(DATA RECORDS)

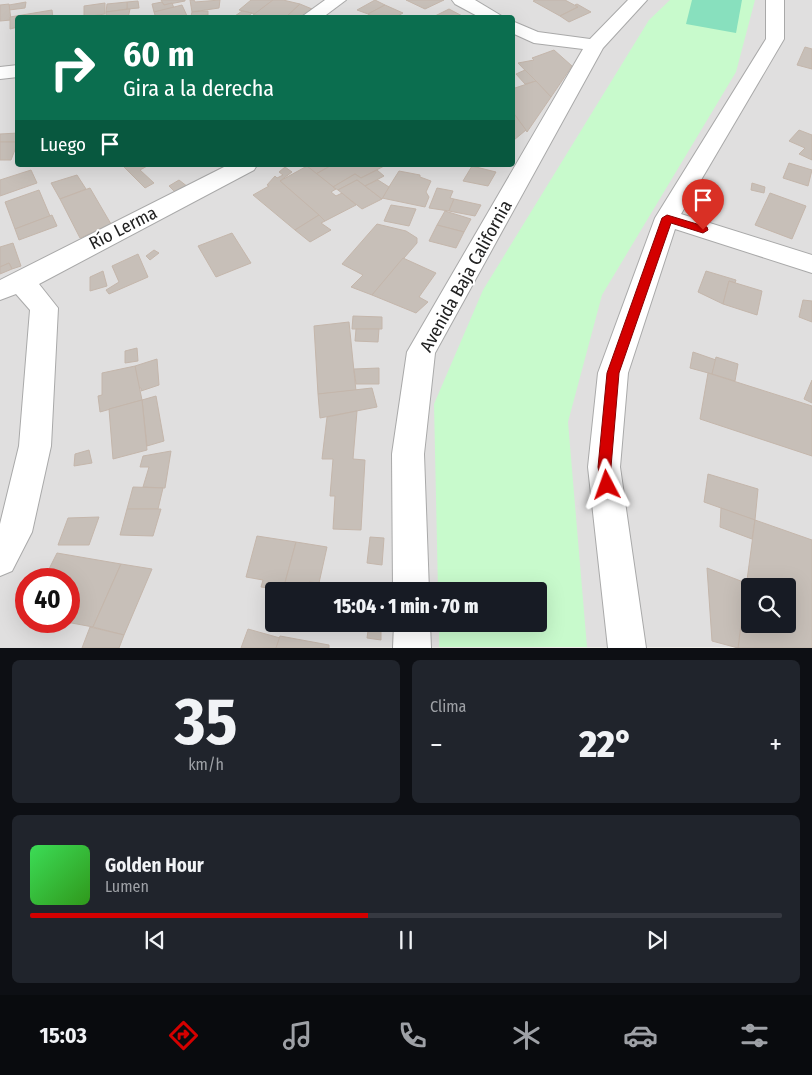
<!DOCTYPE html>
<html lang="es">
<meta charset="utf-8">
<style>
:root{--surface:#171b24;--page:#20242c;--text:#f1f3f6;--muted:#9ea1a6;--line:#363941;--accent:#d40000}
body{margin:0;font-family:"Fira Sans Condensed",sans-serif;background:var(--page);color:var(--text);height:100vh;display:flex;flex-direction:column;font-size:19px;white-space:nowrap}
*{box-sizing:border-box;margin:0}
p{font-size:16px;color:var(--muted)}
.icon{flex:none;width:28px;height:28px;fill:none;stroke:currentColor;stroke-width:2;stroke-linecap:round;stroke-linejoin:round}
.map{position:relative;height:648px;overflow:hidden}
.sheet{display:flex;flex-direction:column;gap:12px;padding:12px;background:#0d0f14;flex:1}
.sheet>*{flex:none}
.guide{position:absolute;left:15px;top:15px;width:500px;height:152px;border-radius:5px;box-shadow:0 5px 20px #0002;background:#0b6e4f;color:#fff;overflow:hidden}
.fabs{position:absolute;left:741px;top:578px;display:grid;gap:10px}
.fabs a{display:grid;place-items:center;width:55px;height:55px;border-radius:5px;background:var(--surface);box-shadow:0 5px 20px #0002;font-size:25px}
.speed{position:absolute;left:15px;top:568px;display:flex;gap:10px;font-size:25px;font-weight:700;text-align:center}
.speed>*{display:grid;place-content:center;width:65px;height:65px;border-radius:50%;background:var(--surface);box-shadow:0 5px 20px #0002;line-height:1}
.speed .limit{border:8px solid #d22;background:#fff;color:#111}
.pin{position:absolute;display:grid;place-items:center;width:42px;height:42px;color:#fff;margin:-51px -21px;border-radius:50% 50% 50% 0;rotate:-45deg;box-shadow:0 0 5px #0007}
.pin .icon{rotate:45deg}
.me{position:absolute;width:55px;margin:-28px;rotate:356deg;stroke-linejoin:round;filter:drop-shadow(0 0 4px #0008)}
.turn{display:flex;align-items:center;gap:18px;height:105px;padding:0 25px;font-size:22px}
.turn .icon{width:65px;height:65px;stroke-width:2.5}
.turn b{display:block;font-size:35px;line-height:42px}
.then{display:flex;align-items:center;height:48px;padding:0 25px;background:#0003;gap:10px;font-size:19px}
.big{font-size:38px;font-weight:800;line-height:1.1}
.sheet .tile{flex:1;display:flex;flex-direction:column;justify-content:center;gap:8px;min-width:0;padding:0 18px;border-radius:8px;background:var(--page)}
.sheet .dial{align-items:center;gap:0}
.dial b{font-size:65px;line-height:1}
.song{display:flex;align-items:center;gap:15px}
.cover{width:60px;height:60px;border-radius:8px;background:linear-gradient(135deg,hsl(130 70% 55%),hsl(110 70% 35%))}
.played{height:5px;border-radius:2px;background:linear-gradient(90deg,var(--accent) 45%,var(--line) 45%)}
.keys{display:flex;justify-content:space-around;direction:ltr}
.heat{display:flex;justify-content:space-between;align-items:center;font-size:28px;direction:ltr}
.sheet .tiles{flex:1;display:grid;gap:12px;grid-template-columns:1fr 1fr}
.tile:last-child{grid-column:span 2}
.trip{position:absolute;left:265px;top:582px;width:282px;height:50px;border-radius:5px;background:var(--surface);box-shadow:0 5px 20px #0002;font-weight:800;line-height:50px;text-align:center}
.tabs{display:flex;height:80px;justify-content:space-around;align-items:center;background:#090b0e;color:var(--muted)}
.tabs .icon{width:35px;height:35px}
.tabs .active{color:var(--accent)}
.tabs b{font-size:22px;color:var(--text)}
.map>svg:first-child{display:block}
.residential{fill:#e0dfdf;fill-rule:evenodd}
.park{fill:#c8facc}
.pitch{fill:#88e0be}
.building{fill:#c7bfb8;stroke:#c4b6ab;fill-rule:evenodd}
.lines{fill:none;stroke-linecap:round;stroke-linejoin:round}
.minor-casing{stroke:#a9a9a9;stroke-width:2}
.minor{fill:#fff;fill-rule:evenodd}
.route{fill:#d40000;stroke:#8a0000}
.labels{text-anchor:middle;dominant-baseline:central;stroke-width:4;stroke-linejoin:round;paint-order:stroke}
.street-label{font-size:18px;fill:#222;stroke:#fff}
</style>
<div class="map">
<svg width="812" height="648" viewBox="0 0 812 648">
<rect width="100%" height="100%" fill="#f2efe9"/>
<!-- residential -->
<path class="residential" d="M 0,0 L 812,0 L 812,647 L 0,648 ZM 18,18 L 512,18 L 512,165 L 18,165 ZM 26,579 L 69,579 L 69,621 L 26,621 ZM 750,586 L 788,586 L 788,624 L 750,624 ZM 274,591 L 539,591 L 539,624 L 274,624 Z"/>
<!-- park -->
<path class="park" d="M 670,0 L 755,0 L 736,72 L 602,295 L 568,422 L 587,647 L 439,647 L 439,624 L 539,624 L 539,591 L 438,591 L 434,404 L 483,290 L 649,20 Z"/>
<!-- pitch -->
<path class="pitch" d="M 692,0 L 742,0 L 736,33 L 686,24 Z"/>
<!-- building -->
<g class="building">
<path d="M 161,0 L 185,0 L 185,1 L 164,5 Z"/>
<path d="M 190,0 L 194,0 L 195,2 L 220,0 L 219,8 L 192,12 Z"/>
<path d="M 251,0 L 273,0 L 255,14 L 239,10 Z"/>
<path d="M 273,0 L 283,0 L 300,4 L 285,18 L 253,15 Z"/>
<path d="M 375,0 L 385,5 L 368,14 L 357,10 Z"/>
<path d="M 406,0 L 444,0 L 425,9 Z"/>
<path d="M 536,0 L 565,0 L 578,7 L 560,16 L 533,1 Z"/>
<path d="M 138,1 L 139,8 L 127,9 L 127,2 Z"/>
<path d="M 26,2 L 25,8 L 9,10 L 9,5 Z"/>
<path d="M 127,2 L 127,9 L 106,12 L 107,4 Z"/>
<path d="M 162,2 L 164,5 L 172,3 L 174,8 L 154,12 L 152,4 Z"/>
<path d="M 105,3 L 105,14 L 84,17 L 84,6 Z"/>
<path d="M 9,4 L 11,20 L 0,21 L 0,5 Z"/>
<path d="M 300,4 L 312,9 L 301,18 L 285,18 Z"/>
<path d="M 577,4 L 591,12 L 569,22 L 560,16 L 578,7 L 575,5 Z"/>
<path d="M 182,5 L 188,18 L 156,18 L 154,12 Z"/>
<path d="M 385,5 L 403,13 L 394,18 L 375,18 L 368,14 Z"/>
<path d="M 130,9 L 128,18 L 106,18 L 106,12 Z"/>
<path d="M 449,9 L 466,18 L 431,18 Z"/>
<path d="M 52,10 L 53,18 L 18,18 L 18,27 L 10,29 L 10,17 Z"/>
<path d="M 204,11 L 208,11 L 208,15 L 191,16 L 192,12 Z"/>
<path d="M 242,11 L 252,13 L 246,18 L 235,16 Z"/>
<path d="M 805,47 L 812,49 L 812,69 L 797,65 Z"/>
<path d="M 554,50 L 572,66 L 551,97 L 518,63 L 534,60 L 532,58 Z"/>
<path d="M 525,70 L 536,81 L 525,84 L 516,74 Z"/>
<path d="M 536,81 L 551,97 L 527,132 L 512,111 L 512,89 Z"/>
<path d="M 512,111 L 526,130 L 514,140 L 512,140 Z"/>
<path d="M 799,130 L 812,135 L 812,160 L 799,154 L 805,148 L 789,141 Z"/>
<path d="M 18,133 L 18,142 L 0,142 L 0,134 Z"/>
<path d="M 0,142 L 18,142 L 11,160 L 0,160 Z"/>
<path d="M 789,163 L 812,170 L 808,186 L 783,178 Z"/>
<path d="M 122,165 L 149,165 L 140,170 L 154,183 L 145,188 Z"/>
<path d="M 305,165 L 332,165 L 316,174 Z"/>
<path d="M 332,165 L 386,165 L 361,178 L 355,174 L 333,187 L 316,174 Z"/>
<path d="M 307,166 L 336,189 L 331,192 L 336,196 L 342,193 L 356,205 L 325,221 L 280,181 Z"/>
<path d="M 472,166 L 496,172 L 488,186 L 463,181 Z"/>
<path d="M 285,167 L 292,172 L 280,181 L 319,215 L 295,230 L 253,195 L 269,186 L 267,185 L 275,176 L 277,178 L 283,175 L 279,172 Z"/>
<path d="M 31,170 L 37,183 L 0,196 L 0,180 Z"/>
<path d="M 377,170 L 384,176 L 365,186 L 357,180 L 338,190 L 333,187 L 355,174 L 361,178 Z"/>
<path d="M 399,171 L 420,175 L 420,177 L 431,181 L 426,192 L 429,197 L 425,207 L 382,198 Z"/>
<path d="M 77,175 L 86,189 L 60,199 L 51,183 Z"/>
<path d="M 179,180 L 188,187 L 176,193 L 169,186 Z"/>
<path d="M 357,180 L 365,186 L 382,199 L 362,209 L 338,190 Z"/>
<path d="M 378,180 L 389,187 L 382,199 L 365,186 Z"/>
<path d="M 752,183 L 765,187 L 764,193 L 751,190 Z"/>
<path d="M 90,188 L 111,224 L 80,238 L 60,199 Z"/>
<path d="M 437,188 L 453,191 L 450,198 L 454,199 L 449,211 L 429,208 Z"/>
<path d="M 39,190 L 50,216 L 15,229 L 5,202 Z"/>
<path d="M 770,193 L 806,206 L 792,239 L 755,225 Z"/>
<path d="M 454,199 L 481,205 L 475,216 L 449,211 Z"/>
<path d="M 391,205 L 416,209 L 409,226 L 384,221 Z"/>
<path d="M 445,211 L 471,219 L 464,232 L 437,225 Z"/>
<path d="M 52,215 L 57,226 L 19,240 L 15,229 Z"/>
<path d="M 319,215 L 325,221 L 321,223 L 331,230 L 310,242 L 295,230 Z"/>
<path d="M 377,224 L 406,231 L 417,238 L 417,243 L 372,295 L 351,287 L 363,275 L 342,264 Z"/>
<path d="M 437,225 L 464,232 L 456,248 L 429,241 Z"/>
<path d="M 232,233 L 251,263 L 216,277 L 198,246 Z"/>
<path d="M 13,243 L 21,266 L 12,269 L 9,263 L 0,267 L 0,247 Z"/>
<path d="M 154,250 L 159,253 L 150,260 L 146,256 Z"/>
<path d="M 138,254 L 148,277 L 109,294 L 106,290 L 119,282 L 112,266 Z"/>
<path d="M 403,258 L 436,273 L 419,297 L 428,302 L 416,313 L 372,295 Z"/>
<path d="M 9,263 L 12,269 L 0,274 L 0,267 Z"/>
<path d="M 103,271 L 107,286 L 90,291 L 90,277 Z"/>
<path d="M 706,271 L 736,280 L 735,283 L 729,281 L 723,304 L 698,292 Z"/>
<path d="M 729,281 L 762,291 L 757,315 L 723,304 Z"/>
<path d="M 803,300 L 812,301 L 812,322 L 799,317 Z"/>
<path d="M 353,316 L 382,317 L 382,329 L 352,329 Z"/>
<path d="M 349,322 L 356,391 L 318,394 L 314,326 Z"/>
<path d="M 356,329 L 379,329 L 378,342 L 355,341 Z"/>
<path d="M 137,348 L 138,361 L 125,363 L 125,351 Z"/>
<path d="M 693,352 L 716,360 L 712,374 L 690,368 Z"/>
<path d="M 716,357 L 738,364 L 735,381 L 712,374 Z"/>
<path d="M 157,359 L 159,385 L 141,391 L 141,388 L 138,388 L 135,366 Z"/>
<path d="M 135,366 L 142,400 L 100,412 L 98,396 L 102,395 L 102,373 Z"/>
<path d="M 379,368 L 379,384 L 356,384 L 354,369 Z"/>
<path d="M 708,373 L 812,406 L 812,456 L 700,419 Z"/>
<path d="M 812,380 L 812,403 L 804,399 Z"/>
<path d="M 372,388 L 377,407 L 320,418 L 318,394 Z"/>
<path d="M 156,396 L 164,441 L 147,446 L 142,400 Z"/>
<path d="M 142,400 L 147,450 L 113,459 L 109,409 Z"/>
<path d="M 357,411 L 353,459 L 365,460 L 361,530 L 333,529 L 335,496 L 330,496 L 333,459 L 322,459 L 327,417 Z"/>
<path d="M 89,450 L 92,463 L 74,466 L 75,454 Z"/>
<path d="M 171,451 L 165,488 L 143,487 L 149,467 L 140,467 L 143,456 Z"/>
<path d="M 708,474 L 758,489 L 755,520 L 704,502 Z"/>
<path d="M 133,487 L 163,488 L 158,509 L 127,509 Z"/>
<path d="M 721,508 L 755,520 L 752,539 L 720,527 Z"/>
<path d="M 127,509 L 161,509 L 153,536 L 120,535 Z"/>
<path d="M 99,517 L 89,545 L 58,545 L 68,518 Z"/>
<path d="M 755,520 L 812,540 L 812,648 L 738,648 ZM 750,586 L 788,586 L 788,624 L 750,624 Z"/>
<path d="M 257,536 L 296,542 L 283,590 L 261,587 L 263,580 L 246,577 Z"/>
<path d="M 370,537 L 384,538 L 382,565 L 367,563 Z"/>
<path d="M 296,542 L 327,547 L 319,583 L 309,582 L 307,591 L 279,591 L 283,590 Z"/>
<path d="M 57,553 L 121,564 L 93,627 L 61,621 L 69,621 L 69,579 L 44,579 Z"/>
<path d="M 121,564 L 152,569 L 124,635 L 93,627 Z"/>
<path d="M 707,568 L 746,583 L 738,648 L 712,641 Z"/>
<path d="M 369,624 L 381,624 L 381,640 L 367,638 Z"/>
<path d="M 90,627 L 124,635 L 119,648 L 82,648 Z"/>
<path d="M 248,629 L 280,638 L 276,648 L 241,648 Z"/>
<path d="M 280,636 L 329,645 L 329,648 L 276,648 Z"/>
</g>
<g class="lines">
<!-- minor casing -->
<g class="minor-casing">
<g id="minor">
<path d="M 325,0 L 346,0 L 322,18 L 300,18 Z"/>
<path d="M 452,0 L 475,0 L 505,18 L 481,18 L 455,4 Z"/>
<path d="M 628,0 L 647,0 L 603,48 L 435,353 L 424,454 L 429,591 L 393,591 L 392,454 L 407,352 L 583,49 L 534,43 L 512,33 L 512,21 L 538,32 L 590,39 Z"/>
<path d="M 766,0 L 784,0 L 784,39 L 681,214 L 812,255 L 812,273 L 675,229 L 628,373 L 620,467 L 646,648 L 608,648 L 588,467 L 598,373 L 655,218 L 766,39 Z"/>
<path d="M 18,65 L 18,77 L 0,79 L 0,67 Z"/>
<path d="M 228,165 L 257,165 L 254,170 L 39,284 L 58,308 L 51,446 L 32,532 L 12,571 L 0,576 L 0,524 L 19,446 L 30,310 L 16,294 L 0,300 L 0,280 Z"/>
<path d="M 394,624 L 430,624 L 431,648 L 393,648 Z"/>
</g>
</g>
<!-- minor -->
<use href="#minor" class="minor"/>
</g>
<!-- route -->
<path class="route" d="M 667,215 L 707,227 L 708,230 L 703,233 L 671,223 L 619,373 L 611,467 L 613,485 L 611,489 L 607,491 L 602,489 L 598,467 L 607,373 L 662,218 Z"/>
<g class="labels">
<!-- street labels -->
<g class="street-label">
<text transform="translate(123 228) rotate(-27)">Río Lerma</text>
<text transform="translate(466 276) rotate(-61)">Avenida Baja California</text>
</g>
</g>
</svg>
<div class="fabs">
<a><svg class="icon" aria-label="search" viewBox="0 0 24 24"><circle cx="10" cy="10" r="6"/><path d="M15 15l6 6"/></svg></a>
</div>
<div class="speed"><div class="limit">40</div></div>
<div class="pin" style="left:703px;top:230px;background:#d93025"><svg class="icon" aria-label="arrive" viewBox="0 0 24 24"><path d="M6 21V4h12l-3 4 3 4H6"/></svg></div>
<svg class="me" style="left:607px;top:485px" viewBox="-20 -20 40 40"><path d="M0-17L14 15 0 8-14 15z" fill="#d40000" stroke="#fff" stroke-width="4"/></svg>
<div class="trip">15:04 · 1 min · 70 m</div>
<div class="guide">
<div class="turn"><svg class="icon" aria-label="right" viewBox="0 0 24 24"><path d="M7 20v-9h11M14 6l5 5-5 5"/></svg><div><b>60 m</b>Gira a la derecha</div></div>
<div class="then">Luego<svg class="icon" aria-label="arrive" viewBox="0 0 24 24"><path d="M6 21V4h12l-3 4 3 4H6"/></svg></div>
</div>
</div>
<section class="sheet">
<div class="tiles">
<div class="tile dial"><b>35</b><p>km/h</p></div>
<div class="tile"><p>Clima</p>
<div class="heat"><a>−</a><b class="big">22°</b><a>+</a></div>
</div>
<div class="tile">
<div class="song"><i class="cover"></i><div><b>Golden Hour</b><p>Lumen</p></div></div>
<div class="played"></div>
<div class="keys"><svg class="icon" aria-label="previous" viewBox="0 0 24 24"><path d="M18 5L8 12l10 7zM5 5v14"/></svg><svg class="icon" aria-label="pause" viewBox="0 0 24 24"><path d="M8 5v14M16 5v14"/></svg><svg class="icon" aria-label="next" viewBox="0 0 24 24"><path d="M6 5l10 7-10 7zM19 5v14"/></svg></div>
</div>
</div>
</section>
<nav class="tabs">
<b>15:03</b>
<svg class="icon active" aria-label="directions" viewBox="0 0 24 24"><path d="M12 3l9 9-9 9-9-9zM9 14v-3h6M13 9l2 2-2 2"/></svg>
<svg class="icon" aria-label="music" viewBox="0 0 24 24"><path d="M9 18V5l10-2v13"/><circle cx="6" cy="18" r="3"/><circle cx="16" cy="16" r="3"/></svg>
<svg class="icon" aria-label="phone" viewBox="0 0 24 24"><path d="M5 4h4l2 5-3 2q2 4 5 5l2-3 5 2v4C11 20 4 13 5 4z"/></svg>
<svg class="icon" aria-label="climate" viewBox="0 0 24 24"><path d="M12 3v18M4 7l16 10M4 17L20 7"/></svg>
<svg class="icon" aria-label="car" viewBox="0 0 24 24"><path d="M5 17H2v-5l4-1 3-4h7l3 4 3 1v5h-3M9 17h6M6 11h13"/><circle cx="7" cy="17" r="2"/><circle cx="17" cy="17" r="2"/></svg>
<svg class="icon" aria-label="filters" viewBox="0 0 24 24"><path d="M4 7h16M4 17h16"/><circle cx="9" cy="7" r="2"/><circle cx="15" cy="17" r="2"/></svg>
</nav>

(End DATA RECORDS)

## REQUIRED ACTION:
Select and copy each line from the data that includes the word "keys".

## TASK SOLUTION:
.keys{display:flex;justify-content:space-around;direction:ltr}
<div class="keys"><svg class="icon" aria-label="previous" viewBox="0 0 24 24"><path d="M18 5L8 12l10 7zM5 5v14"/></svg><svg class="icon" aria-label="pause" viewBox="0 0 24 24"><path d="M8 5v14M16 5v14"/></svg><svg class="icon" aria-label="next" viewBox="0 0 24 24"><path d="M6 5l10 7-10 7zM19 5v14"/></svg></div>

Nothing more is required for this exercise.